* Prompt *
In your copy of the data, include no pictures and alter nothing else.

--- Records shown ---

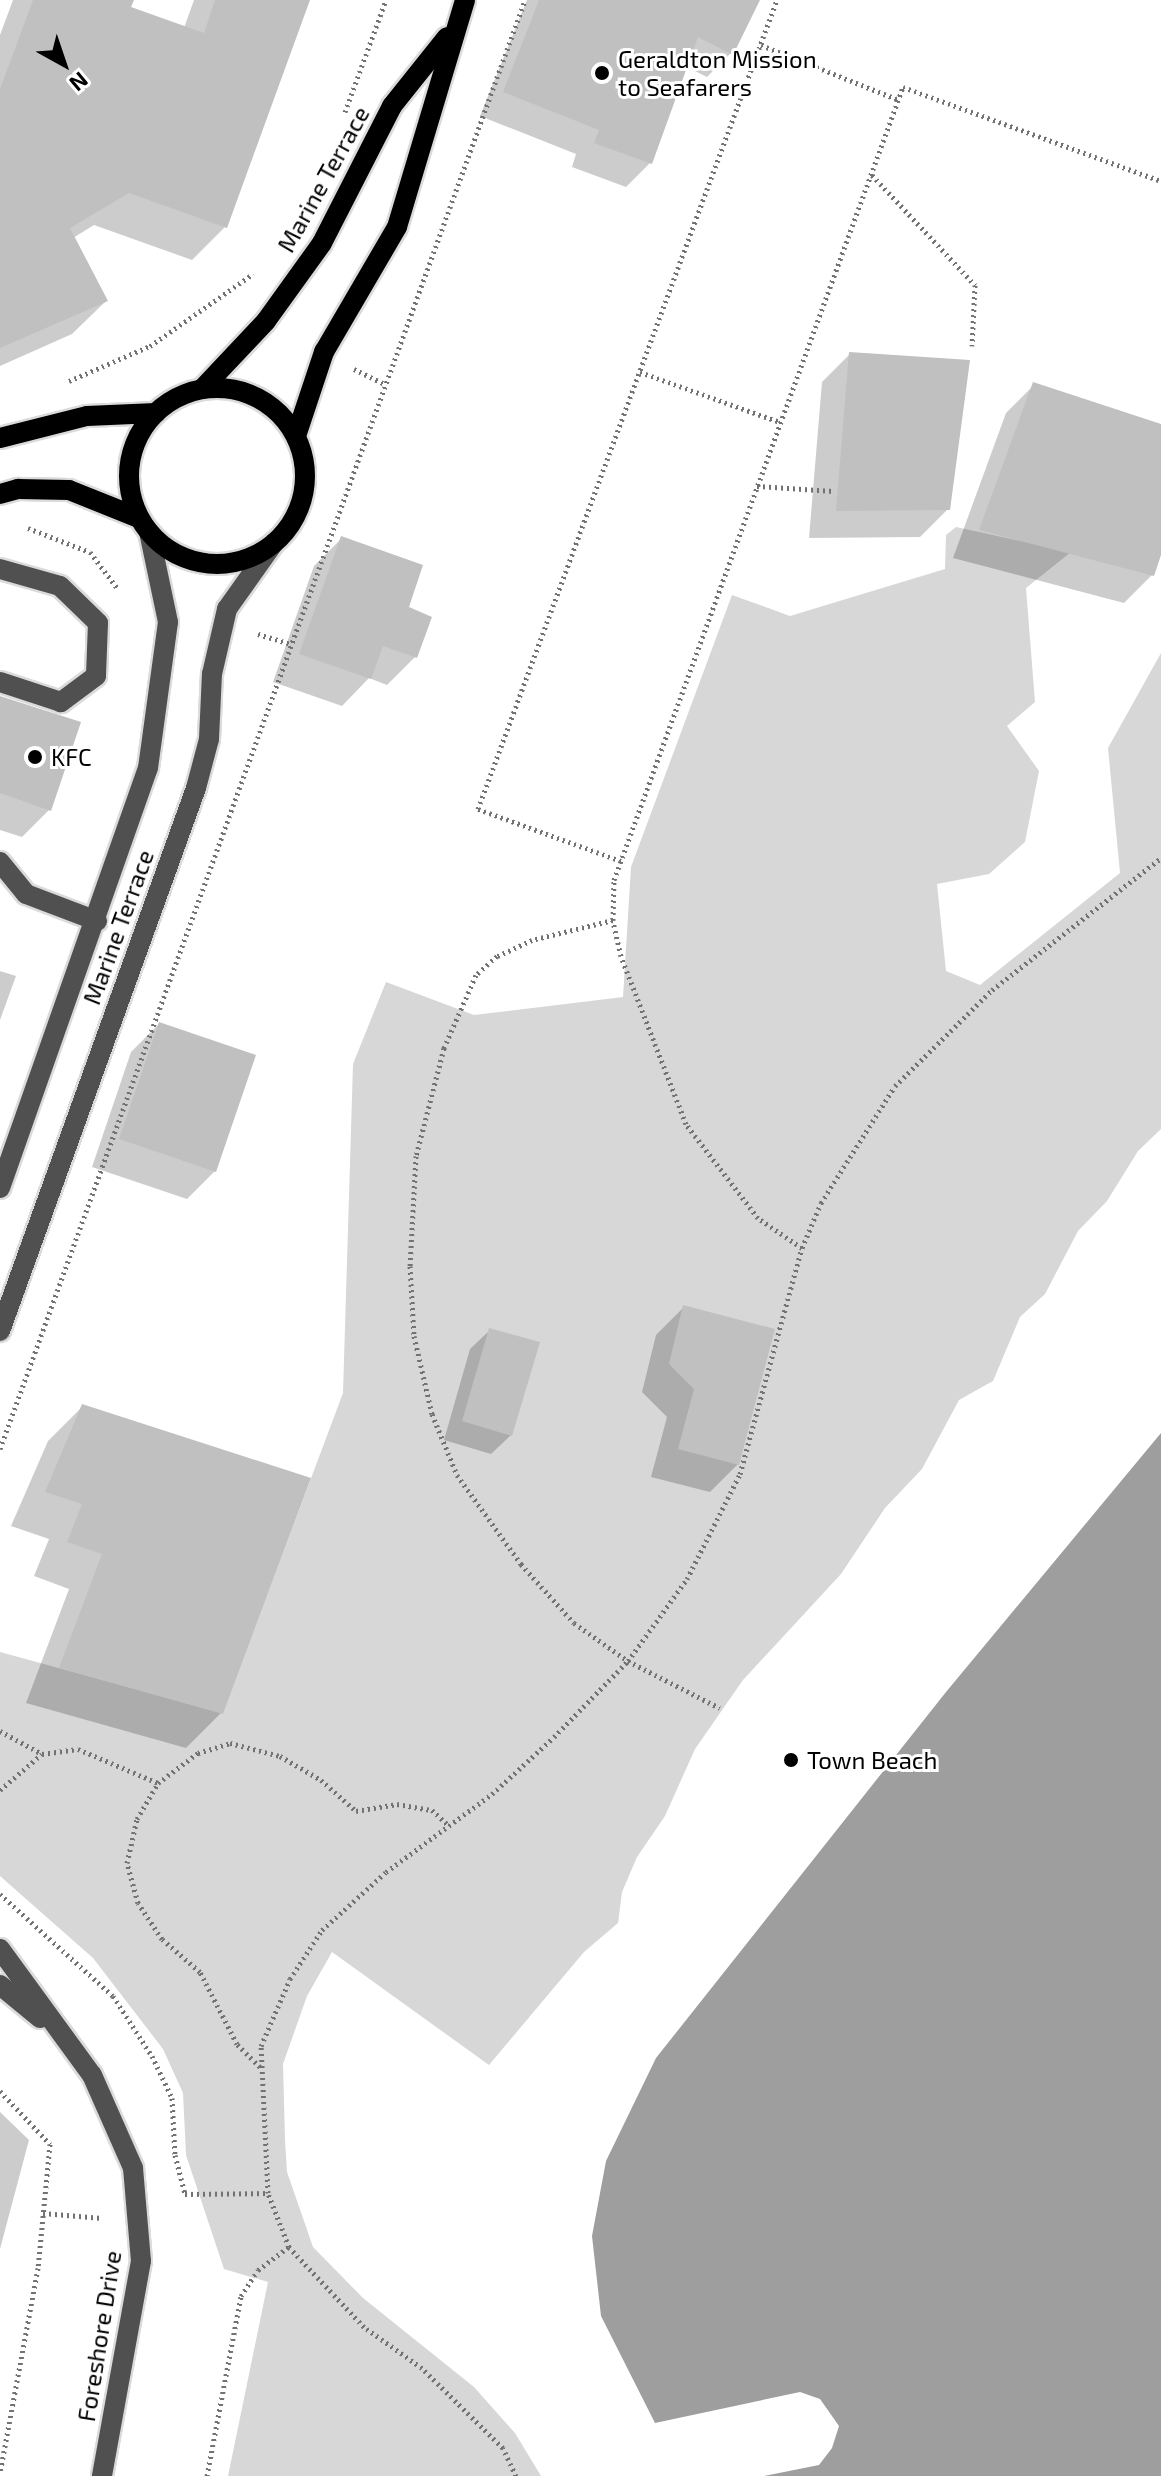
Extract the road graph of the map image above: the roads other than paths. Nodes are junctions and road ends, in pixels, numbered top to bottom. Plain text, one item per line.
1 (465, 0) edge
2 (455, 28) junction
3 (202, 389) junction
4 (156, 413) junction
5 (296, 436) junction
6 (0, 438) edge
7 (0, 494) edge
8 (144, 525) junction
9 (273, 544) junction
10 (0, 569) edge
11 (0, 682) edge
12 (0, 862) edge
13 (97, 921) junction
14 (0, 1188) edge
15 (0, 1331) edge
16 (0, 1949) edge
17 (0, 1985) edge
18 (58, 2033) junction
19 (102, 2476) edge

1 - 2 main road, Marine Terrace
2 - 3 main road, Marine Terrace
2 - 5 main road, Marine Terrace
3 - 4 main road
3 - 5 main road
4 - 6 main road
4 - 8 main road
5 - 9 main road
7 - 8 main road
8 - 9 main road
8 - 13 street, Marine Terrace
9 - 15 street, Marine Terrace
10 - 11 street
12 - 13 street
13 - 14 street, Marine Terrace
16 - 18 street, Foreshore Drive
17 - 18 street, Foreshore Drive
18 - 19 street, Foreshore Drive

---

* Finished exercise *
Extract the road graph of the map image above: the roads other than paths. Nodes are junctions and road ends, in pixels, numbered top to bottom. Plain text, one item per line.
1 (465, 0) edge
2 (455, 28) junction
3 (202, 389) junction
4 (156, 413) junction
5 (296, 436) junction
6 (0, 438) edge
7 (0, 494) edge
8 (144, 525) junction
9 (273, 544) junction
10 (0, 569) edge
11 (0, 682) edge
12 (0, 862) edge
13 (97, 921) junction
14 (0, 1188) edge
15 (0, 1331) edge
16 (0, 1949) edge
17 (0, 1985) edge
18 (58, 2033) junction
19 (102, 2476) edge

1 - 2 main road, Marine Terrace
2 - 3 main road, Marine Terrace
2 - 5 main road, Marine Terrace
3 - 4 main road
3 - 5 main road
4 - 6 main road
4 - 8 main road
5 - 9 main road
7 - 8 main road
8 - 9 main road
8 - 13 street, Marine Terrace
9 - 15 street, Marine Terrace
10 - 11 street
12 - 13 street
13 - 14 street, Marine Terrace
16 - 18 street, Foreshore Drive
17 - 18 street, Foreshore Drive
18 - 19 street, Foreshore Drive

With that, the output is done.